A advogada Luciana Atheniense, especialista em Direito do Turismo, informa que os documentos básicos para entrar com uma ação são o contrato e o comprovante de pagamento. Mas ela orienta que o cliente acesse primeiramente a Consumidor.gov.br, porque as empresas cadastradas têm um prazo para responder, o que pode dar bons resultados. Além disso, o acesso à plataforma também pode ser usado numa ação futura. Segundo Atheniense, os juízes estão aplicando a "teoria do tempo perdido" na hora de condenar as empresas por danos morais. Isso significa que eles têm considerado o tempo que o consumidor perdeu ligando para a empresa, enviando e-mails e mensagens, registrando reclamação em plataformas de defesa do consumidor, indo ao Procon, procurando a Justiça etc.

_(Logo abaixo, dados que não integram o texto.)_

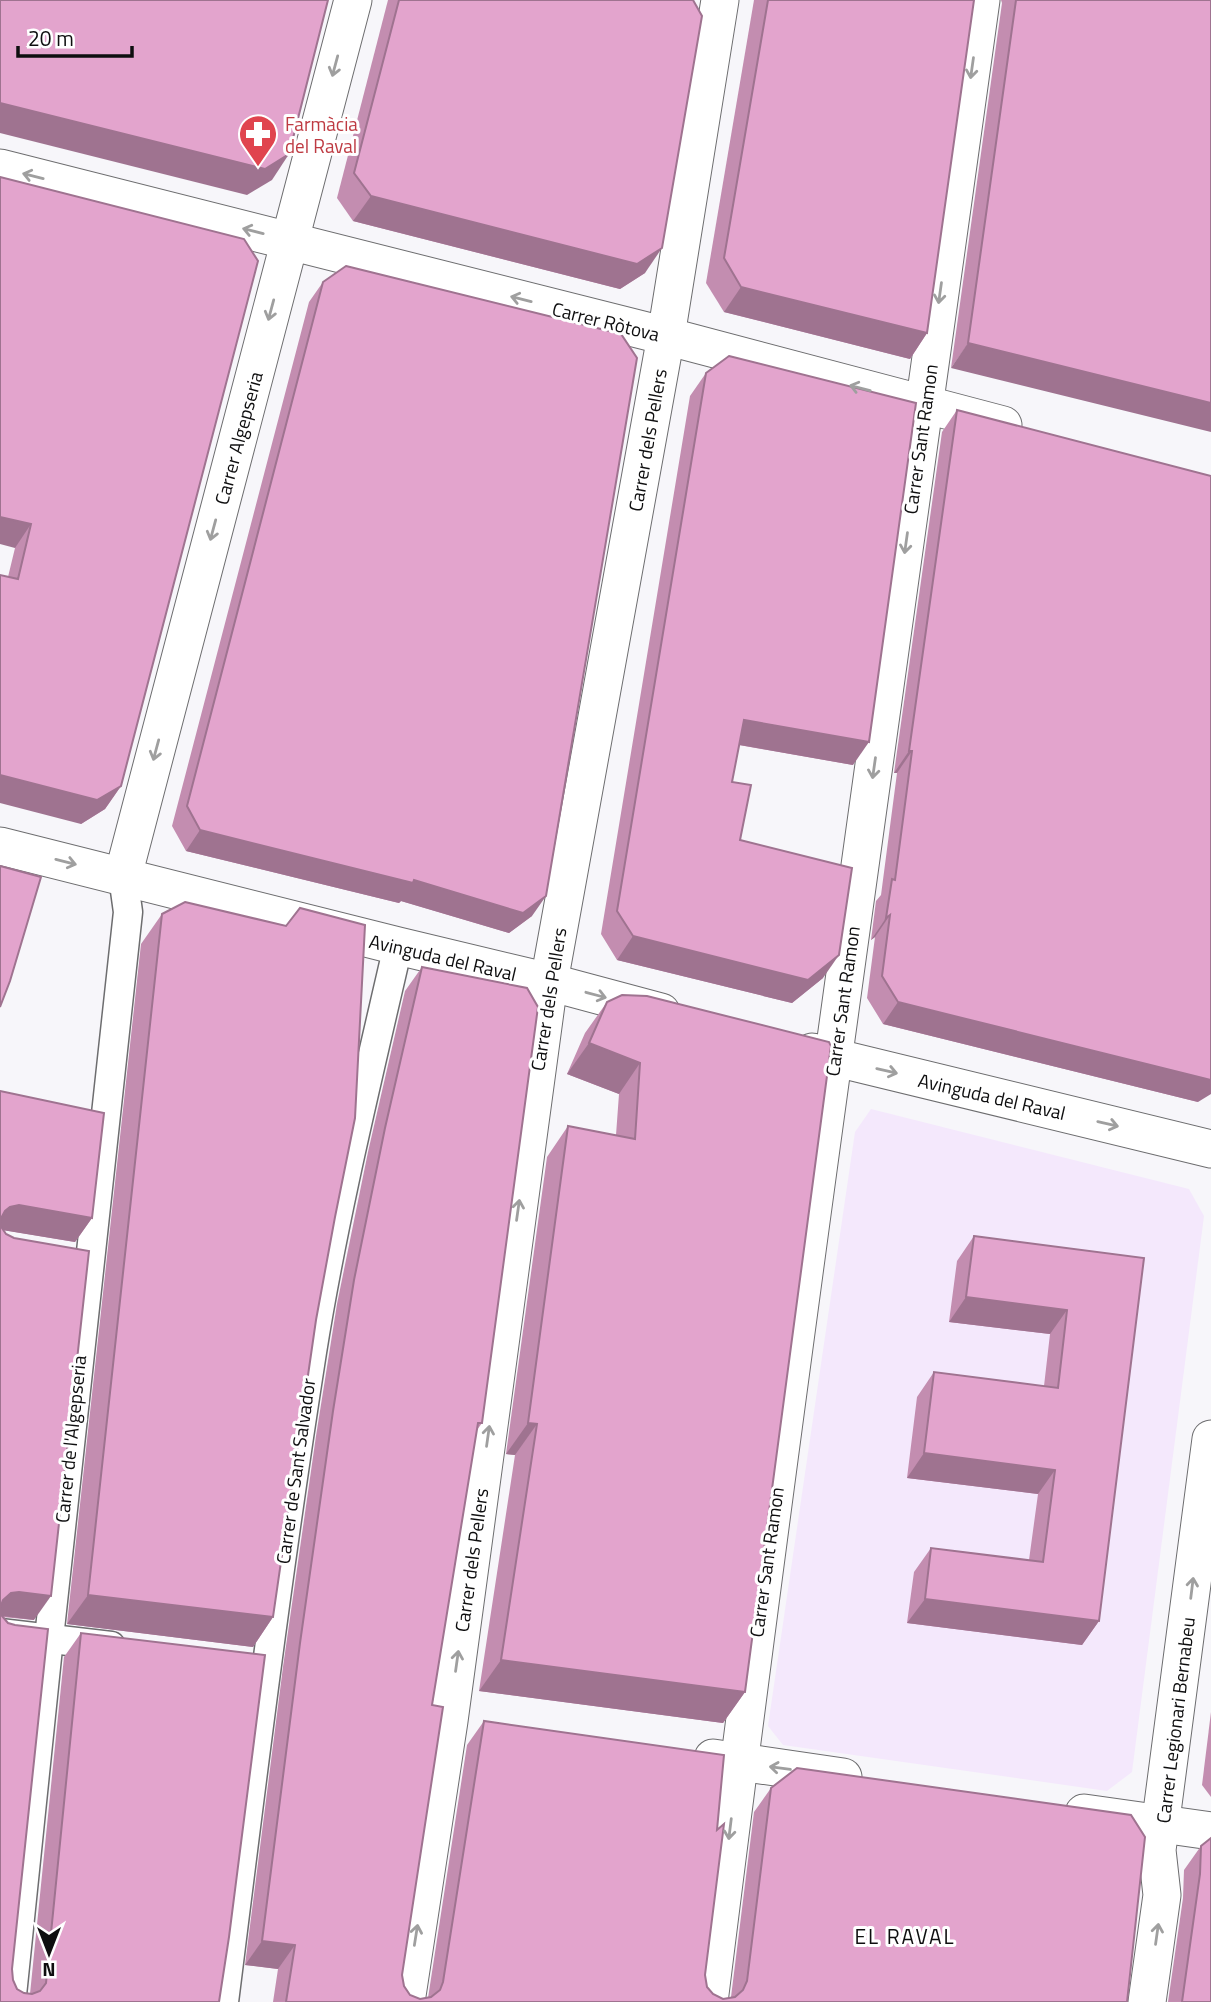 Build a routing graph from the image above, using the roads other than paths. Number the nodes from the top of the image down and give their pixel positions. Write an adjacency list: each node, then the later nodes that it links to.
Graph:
1 (353, 0): 5 (street, Carrer Algepseria, one-way to 5)
2 (720, 0): 6 (street, Carrer dels Pellers)
3 (981, 0): 7 (street, Carrer Sant Ramon, one-way to 7)
4 (0, 167): 5 (street, Carrer Ròtova, one-way to 4)
5 (289, 240): 6 (street, Carrer Ròtova, one-way to 5); 10 (street, Carrer Algepseria, one-way to 10)
6 (666, 336): 7 (street, Carrer Ròtova, one-way to 6); 12 (street, Carrer dels Pellers)
7 (925, 405): 8 (street, Carrer Ròtova); 15 (street, Carrer Sant Ramon, one-way to 15)
8 (1029, 431)
9 (0, 846): 10 (street, Avinguda del Raval, one-way to 10)
10 (123, 876): 11 (street, Avinguda del Raval); 19 (street, Carrer de l'Algepseria)
11 (398, 946): 12 (street, Avinguda del Raval); 28 (street, Carrer de Sant Salvador)
12 (550, 982): 13 (street, Avinguda del Raval, one-way to 13); 29 (street, Carrer dels Pellers, one-way to 12)
13 (696, 1021)
14 (775, 1042): 15 (street, Avinguda del Raval)
15 (834, 1058): 16 (street, Avinguda del Raval, one-way to 16); 22 (street, Carrer Sant Ramon)
16 (1211, 1149)
17 (1211, 1439): 25 (street, Carrer Legionari Bernabeu, one-way to 17)
18 (0, 1633): 19 (street)
19 (49, 1638): 20 (street); 27 (street, Carrer de l'Algepseria)
20 (130, 1648)
21 (683, 1754): 22 (street)
22 (738, 1762): 23 (street, one-way to 22); 30 (street, Carrer Sant Ramon, one-way to 30)
23 (875, 1782)
24 (1053, 1808): 25 (street)
25 (1162, 1824): 26 (street); 31 (street, Carrer Legionari Bernabeu, one-way to 25)
26 (1211, 1831)
27 (8, 1997)
28 (224, 2002)
29 (406, 2002)
30 (709, 2002)
31 (1147, 2002)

Em janeiro deste ano, a advogada Francineide Marinho processou o Hurb no Juizado Especial Cível (JEC) em Salvador (BA). O motivo foi uma viagem para a Tailândia que ela comprou em 2022. O pacote era flexível (podia ser utilizado de março a novembro de 2023), mas ao preencher o formulário, ela e o companheiro escolheram apenas datas em março. Em dezembro, foram informados de que não seria possível viajar no mês indicado. A partir dali, Marinho tentou negociar com o Hurb, porque não poderia sair de férias em outro período. Como não foi ouvida, ela reclamou na Consumidor.gov.br e no Procon, antes de ingressar na Justiça. Em maio, o juiz deu sentença favorável à consumidora, obrigando a empresa a cancelar a compra do pacote e a devolver o valor pago, corrigido monetariamente, de acordo com o artigo 35 do CDC. O pedido de indenização por danos morais também foi aceito pelo juiz, mas o Hurb recorreu, e a decisão final ainda não saiu.

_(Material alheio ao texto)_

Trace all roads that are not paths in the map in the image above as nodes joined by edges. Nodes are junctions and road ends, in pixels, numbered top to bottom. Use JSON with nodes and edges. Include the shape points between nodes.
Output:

O QUE AS EMPRESAS DISSERAM
Procurado pela Revista do Idec, o Hurb respondeu aos questionamentos por meio de uma nota. Nela, reconheceu os problemas enfrentados nos últimos meses; afirmou que todas as questões já foram mapeadas e estão sendo sanadas por meio de diversas iniciativas; e informou que está em força-tarefa para a normalização das operações. Em relação à abertura de processos administrativos divulgados por órgãos públicos, a empresa disse que, por questões legais, não comenta ações em andamento e reitera seu comprometimento com a realização das viagens adquiridas na plataforma, assim como com a devolução de valores solicitados por clientes afetados pela "indisponibilidade promocional".
A 123milhas também foi procurada por telefone, e-mail, pela central de clientes e pelo Instagram, mas não se pronunciou até o fechamento desta edição.
"A falta de transparência e de respostas é péssimo indicativo de confiança para empresas que se relacionam com consumidores. Quando uma empresa não se manifesta sobre reclamações nem informa o que está fazendo para resolver os problemas, transmite a todos nós, consumidores e seus defensores, um péssimo sinal sobre a qualidade de seus serviços. Como consumidores, devemos avaliar fornecedores de bens e serviços a partir da forma como lidam e solucionam as demandas de seus clientes", finaliza Britto.